To feed or not to feed? The widespread practice of bird feeding has advocates and opponents. We’ll review the pros and cons of providing handouts for birds.

Much of the research on the effects of bird feeding has been done on Black-capped Chickadees in several states and provinces during the fall and winter. In every case, supplemental food in the form of black oil sunflower seeds increases survivorship. We have no reason to doubt that other common feeder birds also benefit by feasting on the food we offer them.

A feeding station does what it is supposed to do; it causes birds to aggregate where we can see them. A surprising number of birds use your feeders. I did a study of bird feeder use in the woods east of Flagstaff Lake. At each of my banding stations, I caught and color-banded chickadees in November so I could recognize individuals. I counted the visits and checked the identities of chickadees as they came to the feeder to claim a seed.
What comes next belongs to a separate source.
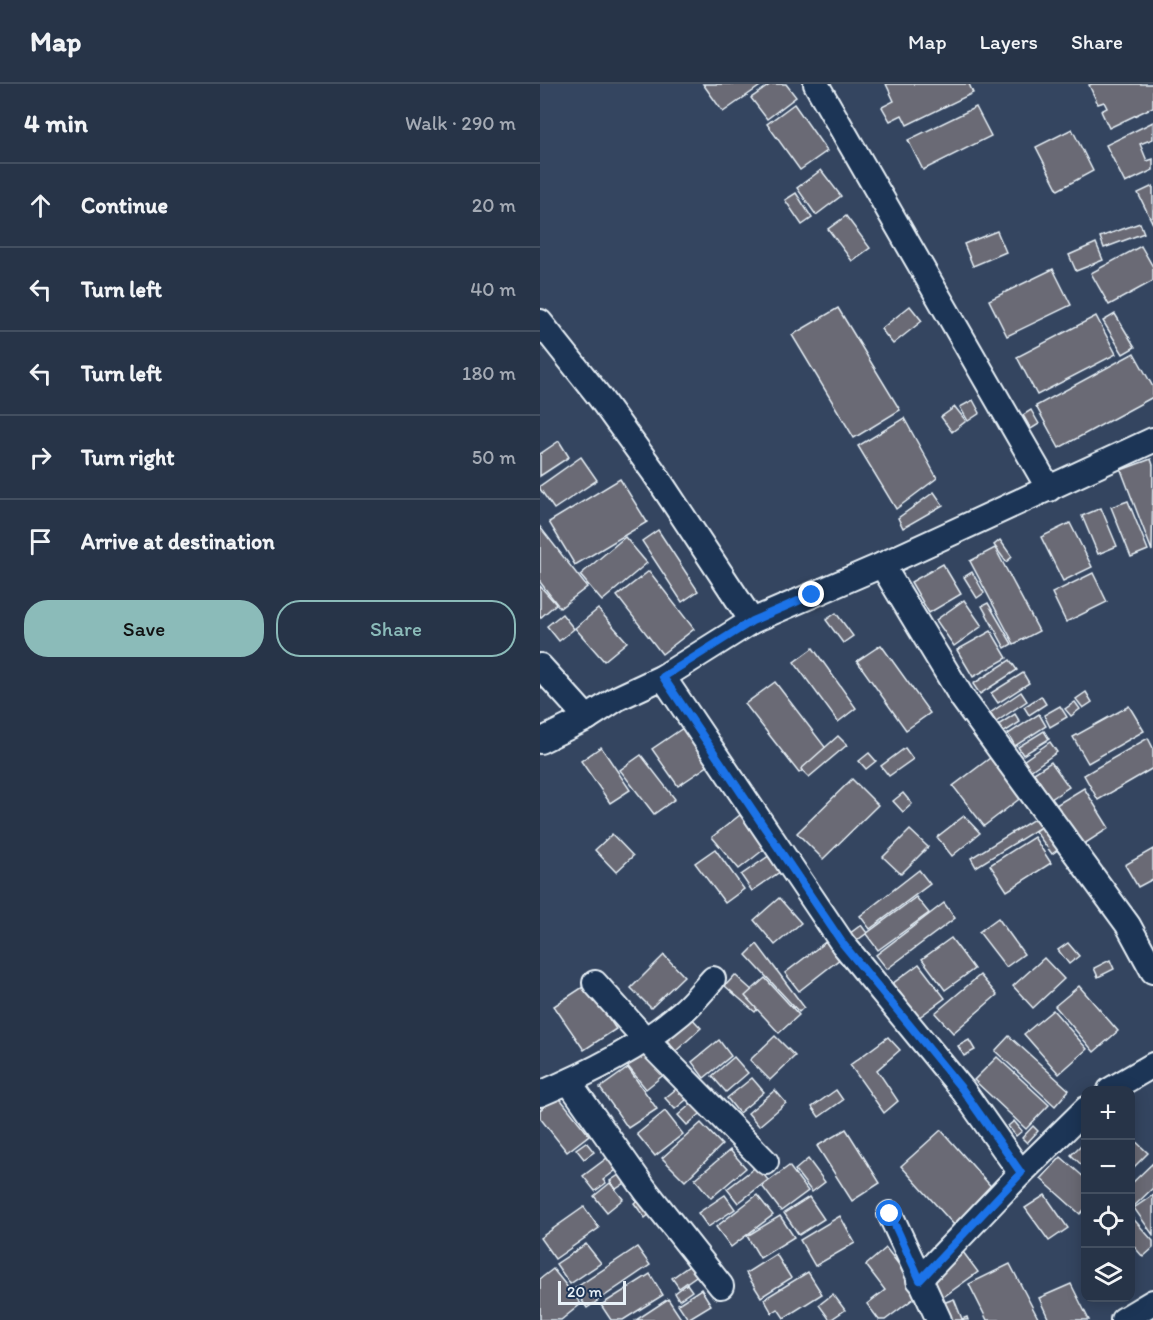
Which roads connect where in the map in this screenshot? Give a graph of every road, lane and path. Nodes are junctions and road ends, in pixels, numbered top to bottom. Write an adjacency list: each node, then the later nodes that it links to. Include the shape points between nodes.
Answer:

At first, most of the birds were color-banded. By March, I was seeing mostly unbanded birds. A mathematical model allowed me to determine that around 120 different chickadees were visiting the feeder each day in March although I would only see a dozen or so at a time.

Two negative effects can occur by concentrating birds. First, the spread of avian diseases can be facilitated.

In 1994, many House Finches in the east were afflicted with avian conjunctivitis. The disease causes swelled, crusty eyes. In extreme cases, the birds are virtually blind. It’s easy to see how the disease could by spread quickly among such gregarious birds. Afflicted birds are likely to stay close to a feeder, infecting healthy birds. The disease caused massive mortality and House Finches have still not returned to pre-1994 levels.

What can you do? All people who feed birds should clean their feeders regularly. If you see a bird at your feeder that is sluggish or weak or has abnormal eyes, take your feeder down immediately.

Bird feeders can become a different type of feeding station. A Sharp-shinned Hawk or other raptor may decide to stay in the vicinity of an active feeding station. If raptor predation becomes a problem, take your feeders down for a few days (and give them a good cleaning while you are it).

Some people who feed birds worry about being away from their feeders for part of a winter (those were the days!) and thus depriving birds of a food source. The good news is that research has clearly shown that Black-capped Chickadees do not become dependent on our bird seed. Birds seek food in many places so that if one food source is depleted, food can be found elsewhere.

A recent paper by Rachel Mady and colleagues in the journal Behavioral Ecology extends this research. They wanted to know if three common feeder birds (Black-capped Chickadees, Tufted Titmice and White-breasted Nuthatches) stayed closer to feeders that constantly had food versus those with intermittent food or no food at all.

The researchers began their experiment in August by putting out constantly stocked feeders in a forest. Then in late October, they assigned each feeder to one of three protocols (constant food, pulsed food (three days with food followed by four days without) and no food).

Over the winter, the authors did regular five-minute counts of the birds from points 10 m from the feeder and 200 m from the feeder. Few birds were in the vicinity of empty feeders. Feeders with constant food anchored the birds; they were more abundant within 10 meters of the feeder compared to points  200 meters away. But the birds in the pulsed treatment were anchored near a feeder when food was available but spread farther away when food was removed. These birds nimbly changed their foraging strategy based on the reliability of food in the feeders.